About 150 students, alumni, fellows and guests were on hand. The guests of honour included founding principal Elaine Newman, her successor, Geza Szamosi, and Acting Dean June Chaikelson.
The Science College, like the Liberal Arts College and the Simone de Beauvoir Institute, was established to create an intimate setting for like-minded students to meet one another, benefit from intensive mentoring, and do original work, even as undergraduates.
One of the Science College’s outstanding graduates was Majid Fotuhi, whose story is like something Hollywood might envy. As a teenager avoiding being drafted into the murderous Iran-Iraq war, Fatuji hid in the top floor of a factory.
"I filled the bathtub with old clothing and turned it into a bed," he recalled later. "I covered the toilet bowl with a piece of wood and made it into a small bookshelf. I studied English, French and German 14 hours a day, with the hope that one day I could pursue my education somewhere in the West."
He thought it would be only two or three weeks until he could get out of Iran, but it stretched into two years. He and a younger brother got to Canada on false passports, and were granted refugee status. Eventually, he was able to bring his other siblings here.
He enrolled at Concordia in 1983, and entered the Science College, becoming president of its student association and editor of the newsletter. Now he’s a neurologist at Johns Hopkins University, one of the leading medical centres in the U.S. He gave an invited lecture March 10 as part of the anniversary celebrations (see page 9).
Anita Brown-Johnson was in the first graduating class of the Science College. Now a physician, she is director of the Secondary Care Division of Family Medicine, and head of Transition Care Services for the McGill University Health Centre.
Paule Poulin spoke briefly at the dinner about her early days at the Science Centre. She marvelled at how in 1979, at her entrance interview, Dr. Newman was able to detect her ability through her then rudimentary English. Now she is doing groundbreaking work at the University of Alberta in stem cell research, devising new techniques for surgeons.
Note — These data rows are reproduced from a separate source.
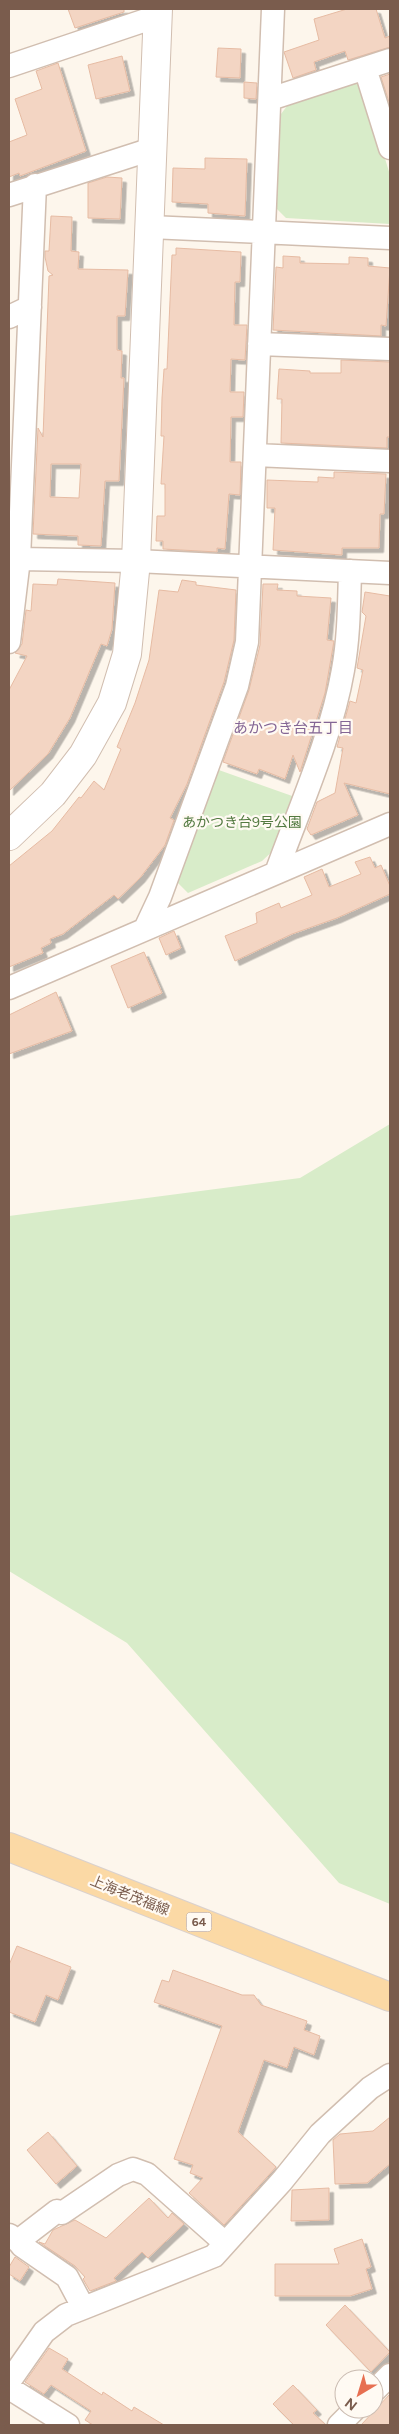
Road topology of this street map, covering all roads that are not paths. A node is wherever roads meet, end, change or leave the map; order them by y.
1 (273, 9) edge
2 (158, 12) edge
3 (390, 60) edge
4 (9, 66) edge
5 (365, 68) junction
6 (270, 99) junction
7 (390, 148) edge
8 (152, 149) junction
9 (35, 186) junction
10 (9, 194) edge
11 (150, 227) junction
12 (264, 233) junction
13 (390, 238) edge
14 (30, 306) junction
15 (9, 317) edge
16 (260, 344) junction
17 (390, 349) edge
18 (17, 436) edge
19 (255, 455) junction
20 (390, 461) edge
21 (19, 559) junction
22 (136, 561) junction
23 (251, 566) junction
24 (350, 571) junction
25 (390, 573) edge
26 (9, 642) edge
27 (390, 824) edge
28 (9, 836) edge
29 (276, 873) junction
30 (145, 929) junction
31 (9, 988) edge
32 (9, 1847) edge
33 (390, 1997) edge
34 (388, 2082) edge
35 (14, 2238) edge
36 (226, 2243) junction
37 (83, 2307) junction
38 (9, 2382) edge
39 (9, 2388) edge
40 (68, 2425) edge

1 - 6 street
2 - 4 street
2 - 8 street
3 - 5 street
5 - 6 street
5 - 7 street
6 - 12 street
8 - 9 street
8 - 11 street
9 - 10 street
9 - 14 street
11 - 12 street
11 - 22 street
12 - 13 street
12 - 16 street
14 - 15 street
14 - 18 street
16 - 17 street
16 - 19 street
18 - 21 street
19 - 20 street
19 - 23 street
21 - 22 street
21 - 26 street
22 - 23 street
22 - 28 street
23 - 24 street
23 - 30 street
24 - 25 street
24 - 29 street
27 - 29 street
29 - 30 street
30 - 31 street
32 - 33 main road, 上海老茂福線 / 64
34 - 36 street
35 - 36 street
35 - 37 street
36 - 37 street
37 - 38 street
39 - 40 street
Alumnus Christopher Pearson is a physician, a CIH Research Scholar, and a Canadian Genetic Disease Network Scholar at the Hospital for Sick Children in Toronto. Another graduate, Michel Cóté, is a professor of physics at the Université de Montréal.
Not all the alumni of the Science College become working scientists, but they stillead fascinating lives. At the dinner last Saturday was Dominic Beliveau. He went to Japan, where he worked for five years for the government and learned Japanese well enough to speak it fluently. Now he’s back in Montreal, working for a pharmaceutical firm.
Also at the dinner was Ehab Abouheif, who grew up in Dorval. He has been all over the United States since he graduated. Now that he has his doctorate in evolutionary biology, he is an assistant professor at McGill.
Professor Newman told the dinner guests that she wanted to rededicate the Science College to its goal of pursuing research in an atmosphere of fellowship and idealism, and paid tribute especially to her successor, Geza Szamosi, who came from Ottawa with his wife to renew old frienships.
"The Science College currently has 79 students, most of them in biochemistry, biology and psychology. Twenty-three faculty members are associated with the College as fellows, from the Departments of Biology, Chemistry, Computer Science, Exercise Science, Mathematics, Physics and Psychology. The College sponsors lectures and workshops, many of them held in their quarters in the Richard J. Renaud Science Complex on the Loyola Campus."